§ WHAT YOU NEED TO DO:
Every picture is to be removed, and all the data is to be copied exactly.

§ MATERIAL FOR THE TASK:
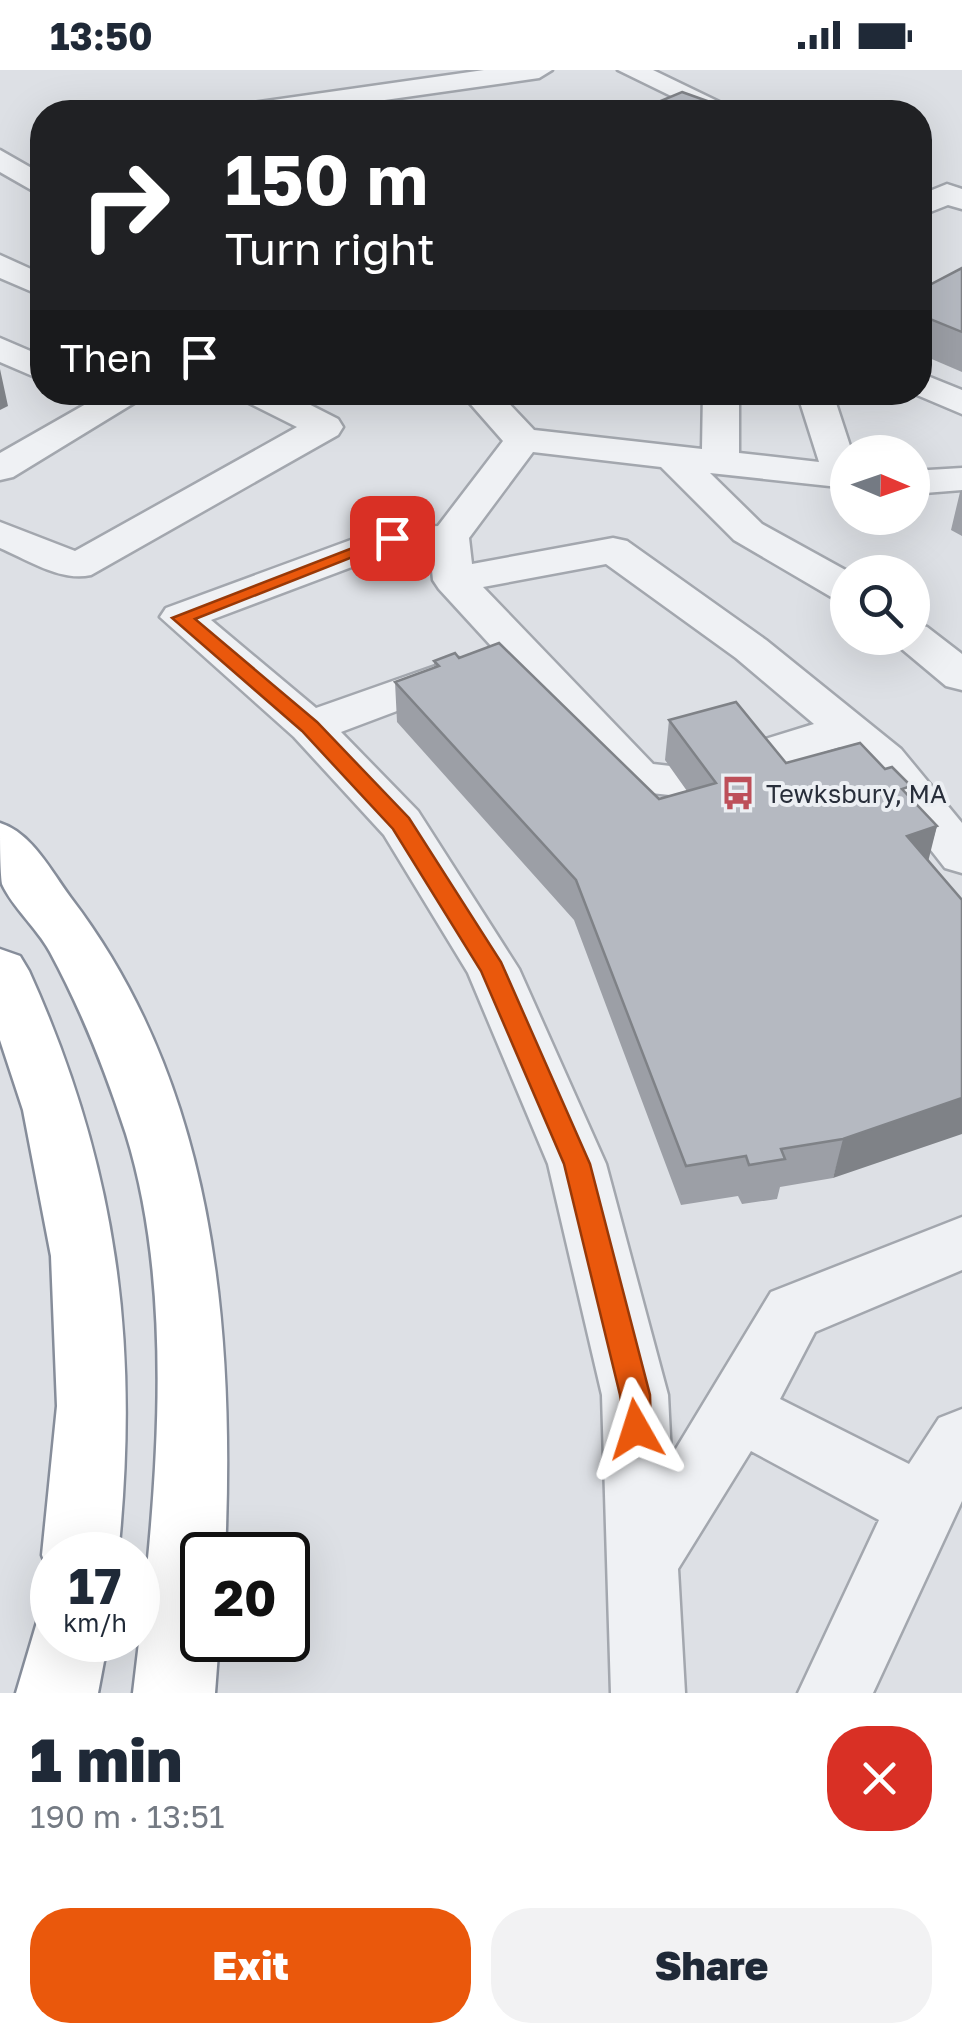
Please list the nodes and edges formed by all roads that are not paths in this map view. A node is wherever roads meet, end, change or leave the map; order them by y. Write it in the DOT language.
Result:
graph roads {
  1 [pos="538,70"];
  2 [pos="631,70"];
  3 [pos="356,100"];
  4 [pos="698,100"];
  5 [pos="9,155"];
  6 [pos="30,175"];
  7 [pos="962,200"];
  8 [pos="932,201"];
  9 [pos="0,265"];
  10 [pos="30,280"];
  11 [pos="0,348"];
  12 [pos="30,364"];
  13 [pos="932,389"];
  14 [pos="962,403"];
  15 [pos="98,405"];
  16 [pos="281,405"];
  17 [pos="490,405"];
  18 [pos="721,405"];
  19 [pos="818,405"];
  20 [pos="523,440"];
  21 [pos="830,446"];
  22 [pos="672,457"];
  23 [pos="720,462"];
  24 [pos="0,469"];
  25 [pos="830,475"];
  26 [pos="962,479"];
  27 [pos="930,482"];
  28 [pos="0,534"];
  29 [pos="452,560"];
  30 [pos="830,578"];
  31 [pos="518,649"];
  32 [pos="930,650"];
  33 [pos="962,676"];
  34 [pos="310,727"];
  35 [pos="848,729"];
  36 [pos="746,762"];
  37 [pos="679,780"];
  38 [pos="0,842"];
  39 [pos="962,856"];
  40 [pos="0,971"];
  41 [pos="962,1243"];
  42 [pos="739,1411"];
  43 [pos="962,1440"];
  44 [pos="921,1506"];
  45 [pos="82,1532"];
  46 [pos="641,1564"];
  47 [pos="63,1662"];
  48 [pos="57,1693"];
  49 [pos="174,1693"];
  50 [pos="648,1693"];
  51 [pos="835,1693"];
  1 -- 3 [label="street"];
  2 -- 4 [label="street"];
  5 -- 6 [label="street"];
  7 -- 8 [label="street"];
  9 -- 10 [label="street"];
  11 -- 12 [label="street"];
  13 -- 14 [label="street"];
  15 -- 24 [label="street"];
  16 -- 28 [label="street"];
  17 -- 20 [label="street"];
  18 -- 23 [label="street"];
  19 -- 21 [label="street"];
  20 -- 22 [label="street"];
  20 -- 29 [label="street"];
  22 -- 23 [label="street"];
  22 -- 30 [label="street"];
  23 -- 25 [label="street"];
  26 -- 27 [label="street"];
  29 -- 31 [label="street"];
  29 -- 34 [label="street"];
  29 -- 35 [label="street"];
  31 -- 34 [label="street"];
  31 -- 37 [label="street"];
  32 -- 33 [label="street"];
  34 -- 46 [label="street"];
  35 -- 36 [label="street"];
  35 -- 39 [label="street"];
  38 -- 49 [label="highway"];
  40 -- 45 [label="highway"];
  41 -- 42 [label="street"];
  42 -- 44 [label="street"];
  42 -- 46 [label="street"];
  43 -- 44 [label="street"];
  44 -- 51 [label="street"];
  46 -- 50 [label="street"];
  47 -- 48 [label="highway"];
}
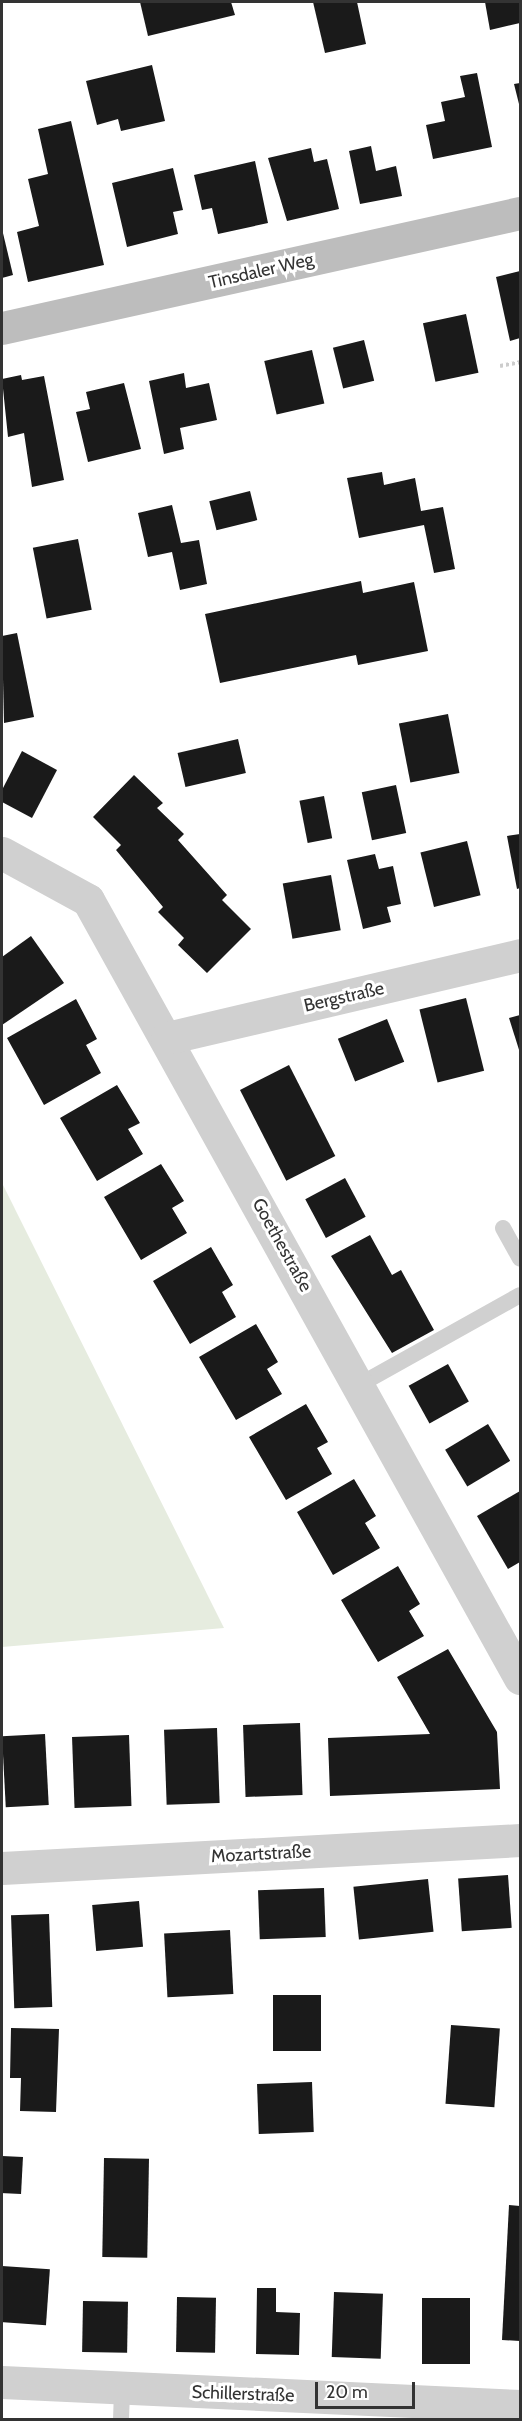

§ FINISHED EXERCISE:
Please list the nodes and edges formed by all roads that are not paths in this map view. A node is wherever roads meet, end, change or leave the map; order them by y. Write it in the DOT language.
Result:
graph roads {
  1 [pos="538,70"];
  2 [pos="631,70"];
  3 [pos="356,100"];
  4 [pos="698,100"];
  5 [pos="9,155"];
  6 [pos="30,175"];
  7 [pos="962,200"];
  8 [pos="932,201"];
  9 [pos="0,265"];
  10 [pos="30,280"];
  11 [pos="0,348"];
  12 [pos="30,364"];
  13 [pos="932,389"];
  14 [pos="962,403"];
  15 [pos="98,405"];
  16 [pos="281,405"];
  17 [pos="490,405"];
  18 [pos="721,405"];
  19 [pos="818,405"];
  20 [pos="523,440"];
  21 [pos="830,446"];
  22 [pos="672,457"];
  23 [pos="720,462"];
  24 [pos="0,469"];
  25 [pos="830,475"];
  26 [pos="962,479"];
  27 [pos="930,482"];
  28 [pos="0,534"];
  29 [pos="452,560"];
  30 [pos="830,578"];
  31 [pos="518,649"];
  32 [pos="930,650"];
  33 [pos="962,676"];
  34 [pos="310,727"];
  35 [pos="848,729"];
  36 [pos="746,762"];
  37 [pos="679,780"];
  38 [pos="0,842"];
  39 [pos="962,856"];
  40 [pos="0,971"];
  41 [pos="962,1243"];
  42 [pos="739,1411"];
  43 [pos="962,1440"];
  44 [pos="921,1506"];
  45 [pos="82,1532"];
  46 [pos="641,1564"];
  47 [pos="63,1662"];
  48 [pos="57,1693"];
  49 [pos="174,1693"];
  50 [pos="648,1693"];
  51 [pos="835,1693"];
  1 -- 3 [label="street"];
  2 -- 4 [label="street"];
  5 -- 6 [label="street"];
  7 -- 8 [label="street"];
  9 -- 10 [label="street"];
  11 -- 12 [label="street"];
  13 -- 14 [label="street"];
  15 -- 24 [label="street"];
  16 -- 28 [label="street"];
  17 -- 20 [label="street"];
  18 -- 23 [label="street"];
  19 -- 21 [label="street"];
  20 -- 22 [label="street"];
  20 -- 29 [label="street"];
  22 -- 23 [label="street"];
  22 -- 30 [label="street"];
  23 -- 25 [label="street"];
  26 -- 27 [label="street"];
  29 -- 31 [label="street"];
  29 -- 34 [label="street"];
  29 -- 35 [label="street"];
  31 -- 34 [label="street"];
  31 -- 37 [label="street"];
  32 -- 33 [label="street"];
  34 -- 46 [label="street"];
  35 -- 36 [label="street"];
  35 -- 39 [label="street"];
  38 -- 49 [label="highway"];
  40 -- 45 [label="highway"];
  41 -- 42 [label="street"];
  42 -- 44 [label="street"];
  42 -- 46 [label="street"];
  43 -- 44 [label="street"];
  44 -- 51 [label="street"];
  46 -- 50 [label="street"];
  47 -- 48 [label="highway"];
}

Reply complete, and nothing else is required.